[Collected data entries]
--------
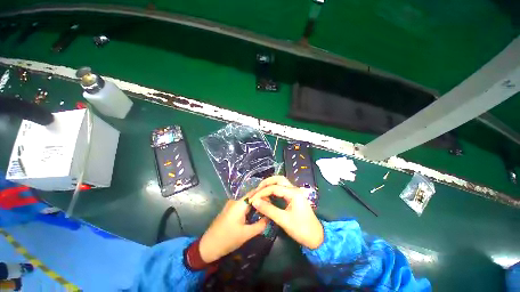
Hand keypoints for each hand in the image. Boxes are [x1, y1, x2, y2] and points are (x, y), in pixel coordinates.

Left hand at [199, 194, 268, 262]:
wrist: (208, 246)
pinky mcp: (229, 210)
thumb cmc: (228, 239)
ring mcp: (231, 205)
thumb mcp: (246, 234)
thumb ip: (260, 225)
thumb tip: (270, 217)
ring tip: (264, 210)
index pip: (254, 193)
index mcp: (239, 204)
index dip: (264, 195)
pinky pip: (242, 206)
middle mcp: (235, 201)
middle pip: (251, 197)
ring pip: (246, 202)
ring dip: (255, 205)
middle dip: (260, 200)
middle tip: (270, 206)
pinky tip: (254, 214)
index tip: (272, 200)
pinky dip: (249, 208)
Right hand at [250, 176, 323, 248]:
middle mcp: (294, 189)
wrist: (316, 238)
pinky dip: (274, 189)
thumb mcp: (283, 220)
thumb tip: (255, 202)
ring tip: (260, 190)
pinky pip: (282, 188)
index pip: (273, 188)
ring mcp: (294, 192)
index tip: (252, 200)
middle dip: (266, 182)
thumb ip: (268, 209)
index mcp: (293, 193)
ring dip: (270, 184)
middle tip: (257, 189)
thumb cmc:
--------
Give back, exactly and with nothing added, the lines from the line containing "index mcp: (239, 204)" through the final line of the records above, both of them included.

◆ The completed task ◆
index mcp: (239, 204)
index dip: (264, 195)
pinky pip: (242, 206)
middle mcp: (235, 201)
middle pip: (251, 197)
ring pip: (246, 202)
ring dip: (255, 205)
middle dip: (260, 200)
middle tip: (270, 206)
pinky tip: (254, 214)
index tip: (272, 200)
pinky dip: (249, 208)
Right hand at [250, 176, 323, 248]:
middle mcp: (294, 189)
wrist: (316, 238)
pinky dip: (274, 189)
thumb mcp: (283, 220)
thumb tip: (255, 202)
ring tip: (260, 190)
pinky pip: (282, 188)
index pip: (273, 188)
ring mcp: (294, 192)
index tip: (252, 200)
middle dip: (266, 182)
thumb ip: (268, 209)
index mcp: (293, 193)
ring dip: (270, 184)
middle tip: (257, 189)
thumb cmc:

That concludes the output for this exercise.